Emblematic of the ugliness of the 1983 campaign was a button that my relative saw worn openly on the floor of the Chicago Mercantile Exchange: Beneath the circle-with-slash that's the universal sign of "NO" was a green watermelon against a black background.

And yet, that year, Chicago began to rewrite its history. Citywide turnout on Election Day was nearly 88%, the highest ever. In the end a coalition of African-American, Latina/o, and "white 'lakefront liberal' voters" elected "Harold," as supporters called him, by a slim margin.

Washington's 4 years as mayor -- he died from a heart attack in 1987 -- were landmark. The city fared as it had under other mayors. That fact of competence eroded Chicago's entrenched ugliness. And though Daley eventually did become mayor, his way of running things proved far more inclusive than that of his father.
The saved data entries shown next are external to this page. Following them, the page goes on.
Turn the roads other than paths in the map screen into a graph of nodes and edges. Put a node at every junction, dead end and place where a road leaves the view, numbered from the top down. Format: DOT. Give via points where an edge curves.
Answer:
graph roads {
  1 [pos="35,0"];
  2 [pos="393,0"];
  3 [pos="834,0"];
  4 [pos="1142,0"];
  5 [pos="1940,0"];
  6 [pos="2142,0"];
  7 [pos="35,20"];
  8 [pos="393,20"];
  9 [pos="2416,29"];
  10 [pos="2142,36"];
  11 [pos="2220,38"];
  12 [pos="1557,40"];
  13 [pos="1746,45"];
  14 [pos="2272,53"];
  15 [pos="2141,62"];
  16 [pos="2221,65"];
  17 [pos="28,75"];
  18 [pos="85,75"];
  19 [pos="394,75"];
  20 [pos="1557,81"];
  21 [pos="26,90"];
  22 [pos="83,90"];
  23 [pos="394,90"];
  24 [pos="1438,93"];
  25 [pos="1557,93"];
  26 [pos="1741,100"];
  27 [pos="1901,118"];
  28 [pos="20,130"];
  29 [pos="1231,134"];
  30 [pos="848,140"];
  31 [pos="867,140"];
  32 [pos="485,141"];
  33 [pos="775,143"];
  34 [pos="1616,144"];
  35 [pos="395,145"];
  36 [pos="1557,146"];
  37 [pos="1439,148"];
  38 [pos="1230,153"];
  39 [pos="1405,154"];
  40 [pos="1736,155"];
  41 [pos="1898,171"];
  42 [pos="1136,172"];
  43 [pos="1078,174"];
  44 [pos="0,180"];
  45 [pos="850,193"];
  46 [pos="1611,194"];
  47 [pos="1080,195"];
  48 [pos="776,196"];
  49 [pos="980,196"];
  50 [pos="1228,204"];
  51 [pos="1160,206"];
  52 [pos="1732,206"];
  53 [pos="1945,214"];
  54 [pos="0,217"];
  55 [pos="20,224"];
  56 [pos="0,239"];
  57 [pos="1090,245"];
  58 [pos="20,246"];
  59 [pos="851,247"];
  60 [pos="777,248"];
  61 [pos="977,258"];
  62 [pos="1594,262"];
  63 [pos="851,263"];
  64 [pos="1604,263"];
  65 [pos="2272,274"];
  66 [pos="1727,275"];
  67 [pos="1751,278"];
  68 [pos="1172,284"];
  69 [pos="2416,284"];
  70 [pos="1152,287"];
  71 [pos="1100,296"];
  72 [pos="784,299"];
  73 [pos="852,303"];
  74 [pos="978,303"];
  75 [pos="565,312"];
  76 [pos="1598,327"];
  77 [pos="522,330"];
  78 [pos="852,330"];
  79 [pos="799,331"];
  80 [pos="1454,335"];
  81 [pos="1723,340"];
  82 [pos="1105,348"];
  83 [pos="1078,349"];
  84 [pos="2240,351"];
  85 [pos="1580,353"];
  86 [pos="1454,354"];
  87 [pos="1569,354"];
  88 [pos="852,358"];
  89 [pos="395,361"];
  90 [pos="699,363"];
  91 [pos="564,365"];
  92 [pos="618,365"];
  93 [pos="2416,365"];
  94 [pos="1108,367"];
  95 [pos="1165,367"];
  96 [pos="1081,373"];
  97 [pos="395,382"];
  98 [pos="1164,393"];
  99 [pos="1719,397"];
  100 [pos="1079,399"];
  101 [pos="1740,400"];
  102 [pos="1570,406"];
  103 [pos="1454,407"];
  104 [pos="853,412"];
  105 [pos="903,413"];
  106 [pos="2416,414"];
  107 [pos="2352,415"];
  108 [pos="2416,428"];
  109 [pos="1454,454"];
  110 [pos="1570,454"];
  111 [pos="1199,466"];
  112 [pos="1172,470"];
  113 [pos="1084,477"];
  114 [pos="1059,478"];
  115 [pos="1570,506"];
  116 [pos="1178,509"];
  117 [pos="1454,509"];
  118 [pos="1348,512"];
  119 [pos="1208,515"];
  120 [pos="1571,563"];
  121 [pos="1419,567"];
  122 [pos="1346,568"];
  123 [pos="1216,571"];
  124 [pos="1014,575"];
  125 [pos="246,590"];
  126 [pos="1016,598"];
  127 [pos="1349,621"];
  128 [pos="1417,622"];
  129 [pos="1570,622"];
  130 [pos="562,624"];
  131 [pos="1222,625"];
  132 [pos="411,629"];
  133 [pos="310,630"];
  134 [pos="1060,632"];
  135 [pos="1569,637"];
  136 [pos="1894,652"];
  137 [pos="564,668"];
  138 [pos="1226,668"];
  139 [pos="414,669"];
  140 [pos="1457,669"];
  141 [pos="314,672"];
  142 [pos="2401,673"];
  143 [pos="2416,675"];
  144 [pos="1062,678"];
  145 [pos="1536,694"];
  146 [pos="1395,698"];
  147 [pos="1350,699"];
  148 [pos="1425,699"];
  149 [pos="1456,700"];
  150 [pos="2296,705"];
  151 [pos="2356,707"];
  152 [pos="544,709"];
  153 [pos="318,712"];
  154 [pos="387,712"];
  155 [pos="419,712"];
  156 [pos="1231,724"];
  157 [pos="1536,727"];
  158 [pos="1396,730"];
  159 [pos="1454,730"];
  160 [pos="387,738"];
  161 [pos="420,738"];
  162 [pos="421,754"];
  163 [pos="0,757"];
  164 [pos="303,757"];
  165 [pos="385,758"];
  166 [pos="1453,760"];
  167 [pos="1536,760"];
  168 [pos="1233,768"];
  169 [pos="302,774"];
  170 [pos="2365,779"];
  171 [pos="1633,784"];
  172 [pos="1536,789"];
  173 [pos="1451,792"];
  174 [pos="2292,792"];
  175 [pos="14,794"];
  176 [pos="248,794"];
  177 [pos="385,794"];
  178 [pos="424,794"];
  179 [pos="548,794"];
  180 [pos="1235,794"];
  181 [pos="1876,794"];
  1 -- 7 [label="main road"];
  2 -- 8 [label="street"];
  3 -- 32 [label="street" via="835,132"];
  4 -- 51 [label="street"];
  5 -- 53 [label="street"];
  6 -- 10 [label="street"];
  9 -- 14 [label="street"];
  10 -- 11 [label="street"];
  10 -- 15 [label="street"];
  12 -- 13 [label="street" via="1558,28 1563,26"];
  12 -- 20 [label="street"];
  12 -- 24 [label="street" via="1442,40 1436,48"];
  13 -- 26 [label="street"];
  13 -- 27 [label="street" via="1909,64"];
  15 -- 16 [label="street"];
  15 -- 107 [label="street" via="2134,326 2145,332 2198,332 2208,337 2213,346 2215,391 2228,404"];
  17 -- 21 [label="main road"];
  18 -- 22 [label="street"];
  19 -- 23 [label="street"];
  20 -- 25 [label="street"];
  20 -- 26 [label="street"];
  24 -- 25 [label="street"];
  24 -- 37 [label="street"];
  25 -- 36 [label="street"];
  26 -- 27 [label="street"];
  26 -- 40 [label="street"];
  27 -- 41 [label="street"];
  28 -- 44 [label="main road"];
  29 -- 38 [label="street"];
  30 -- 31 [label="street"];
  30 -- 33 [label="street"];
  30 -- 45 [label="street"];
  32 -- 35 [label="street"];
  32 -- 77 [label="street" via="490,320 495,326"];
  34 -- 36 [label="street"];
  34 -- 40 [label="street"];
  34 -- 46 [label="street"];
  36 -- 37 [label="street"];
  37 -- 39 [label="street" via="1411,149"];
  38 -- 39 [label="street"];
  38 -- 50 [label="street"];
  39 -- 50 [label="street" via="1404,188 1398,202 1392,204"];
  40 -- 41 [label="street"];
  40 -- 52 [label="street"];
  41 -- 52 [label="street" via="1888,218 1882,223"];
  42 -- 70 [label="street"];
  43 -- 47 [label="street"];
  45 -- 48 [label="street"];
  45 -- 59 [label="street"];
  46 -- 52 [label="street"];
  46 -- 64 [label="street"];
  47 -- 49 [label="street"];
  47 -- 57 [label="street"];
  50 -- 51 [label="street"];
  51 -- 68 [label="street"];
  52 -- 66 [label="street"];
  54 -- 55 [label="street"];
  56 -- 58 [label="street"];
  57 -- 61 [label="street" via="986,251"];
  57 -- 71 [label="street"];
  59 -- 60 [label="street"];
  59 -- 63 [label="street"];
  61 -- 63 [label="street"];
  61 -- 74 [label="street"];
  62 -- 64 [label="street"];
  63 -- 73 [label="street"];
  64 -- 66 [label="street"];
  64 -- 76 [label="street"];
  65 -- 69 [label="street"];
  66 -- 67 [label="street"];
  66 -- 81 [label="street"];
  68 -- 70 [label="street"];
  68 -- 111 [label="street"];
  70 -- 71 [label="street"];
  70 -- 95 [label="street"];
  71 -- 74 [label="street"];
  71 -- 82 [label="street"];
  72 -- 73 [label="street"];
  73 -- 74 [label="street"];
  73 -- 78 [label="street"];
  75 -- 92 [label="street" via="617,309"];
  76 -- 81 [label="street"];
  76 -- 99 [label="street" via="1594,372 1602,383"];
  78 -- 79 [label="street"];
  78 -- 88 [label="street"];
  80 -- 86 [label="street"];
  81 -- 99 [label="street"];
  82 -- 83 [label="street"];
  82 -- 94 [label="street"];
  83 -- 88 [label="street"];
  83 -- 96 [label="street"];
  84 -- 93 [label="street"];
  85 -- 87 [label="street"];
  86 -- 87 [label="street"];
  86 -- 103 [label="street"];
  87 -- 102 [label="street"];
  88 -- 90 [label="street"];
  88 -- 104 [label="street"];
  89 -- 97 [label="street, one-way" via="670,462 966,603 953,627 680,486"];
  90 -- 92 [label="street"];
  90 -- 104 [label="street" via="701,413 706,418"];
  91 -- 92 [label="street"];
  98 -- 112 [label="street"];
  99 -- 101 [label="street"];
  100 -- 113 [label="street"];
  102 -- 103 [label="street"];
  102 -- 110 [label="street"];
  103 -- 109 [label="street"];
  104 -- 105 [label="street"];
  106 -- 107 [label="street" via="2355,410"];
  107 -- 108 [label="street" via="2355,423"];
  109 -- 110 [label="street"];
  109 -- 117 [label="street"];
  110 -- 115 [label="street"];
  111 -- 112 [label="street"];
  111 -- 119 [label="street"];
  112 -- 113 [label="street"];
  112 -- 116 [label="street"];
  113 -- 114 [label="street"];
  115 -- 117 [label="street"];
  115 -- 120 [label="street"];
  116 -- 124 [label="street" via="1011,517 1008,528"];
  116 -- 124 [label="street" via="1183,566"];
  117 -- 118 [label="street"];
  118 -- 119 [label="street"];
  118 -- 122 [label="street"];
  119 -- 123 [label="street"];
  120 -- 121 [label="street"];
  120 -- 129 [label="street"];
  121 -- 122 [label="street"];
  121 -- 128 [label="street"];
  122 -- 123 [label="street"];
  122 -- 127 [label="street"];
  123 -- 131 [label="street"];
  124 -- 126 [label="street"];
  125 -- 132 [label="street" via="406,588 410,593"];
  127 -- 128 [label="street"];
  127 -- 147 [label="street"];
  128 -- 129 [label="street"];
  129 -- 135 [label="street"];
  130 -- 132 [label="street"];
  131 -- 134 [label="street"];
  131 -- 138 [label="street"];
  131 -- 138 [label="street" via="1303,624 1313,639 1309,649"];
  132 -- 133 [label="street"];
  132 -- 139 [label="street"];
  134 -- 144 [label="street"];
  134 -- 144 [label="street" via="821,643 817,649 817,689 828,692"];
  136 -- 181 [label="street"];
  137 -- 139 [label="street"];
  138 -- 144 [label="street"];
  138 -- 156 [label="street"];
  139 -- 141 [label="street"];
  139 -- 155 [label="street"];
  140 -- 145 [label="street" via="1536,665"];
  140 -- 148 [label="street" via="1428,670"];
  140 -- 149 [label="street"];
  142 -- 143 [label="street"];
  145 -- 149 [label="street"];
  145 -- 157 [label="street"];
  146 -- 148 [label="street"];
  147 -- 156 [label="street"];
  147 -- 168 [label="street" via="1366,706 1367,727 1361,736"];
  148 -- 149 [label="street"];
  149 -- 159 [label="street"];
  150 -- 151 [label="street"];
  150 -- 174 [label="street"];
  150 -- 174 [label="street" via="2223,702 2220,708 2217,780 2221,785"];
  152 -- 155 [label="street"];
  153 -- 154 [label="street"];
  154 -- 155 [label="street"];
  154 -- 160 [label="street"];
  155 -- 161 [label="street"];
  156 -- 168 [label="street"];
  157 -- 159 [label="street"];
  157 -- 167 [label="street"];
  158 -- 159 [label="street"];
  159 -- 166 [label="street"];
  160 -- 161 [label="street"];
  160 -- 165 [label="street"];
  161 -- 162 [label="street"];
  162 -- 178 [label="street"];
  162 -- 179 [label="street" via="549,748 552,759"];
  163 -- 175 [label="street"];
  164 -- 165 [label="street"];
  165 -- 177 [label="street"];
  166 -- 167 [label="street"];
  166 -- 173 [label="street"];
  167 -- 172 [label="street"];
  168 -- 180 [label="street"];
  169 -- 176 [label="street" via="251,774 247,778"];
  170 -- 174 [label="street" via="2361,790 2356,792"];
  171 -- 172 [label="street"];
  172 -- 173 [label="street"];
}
Harold's breakthrough, moreover, inspired a generation -- not only this onetime lakefront law student, but also a man who came to the city in the '80s to work with poor people. That man was Barack Obama, now himself a Member of Congress, now taking his own bruising as he endeavors to repeat in the national arena what Harold achieved in Chicago.

Barack is still, as TPM reports, meeting every apparent campaign-killer with a response that just strengthens his campaign.

My political memory goes back to JFK, and I'm telling you, I have never in my life seen a politician who grows stronger and more popular with every blow, who more effectively turns every attack into an argument in his favor, than does Obama. Not Jack, not Bobby, not "teflon" Ray-Gun himself, not even Billy the Comeback Kid.

At his very lowest point since New Hampshire, on the very day he was having to repudiate Rev. Wright, Obama achieved yet another unexpected victory: an endorsement from Blue Dog Conservative Kentucky Representative Ben Chandler.

It's going to be a long six months to November 4, and to survive we're going to have to pace ourselves. Don't panic, don't give up, and don't forget we've been here before, and prevailed.

Cross-posted at BlueGrassRoots.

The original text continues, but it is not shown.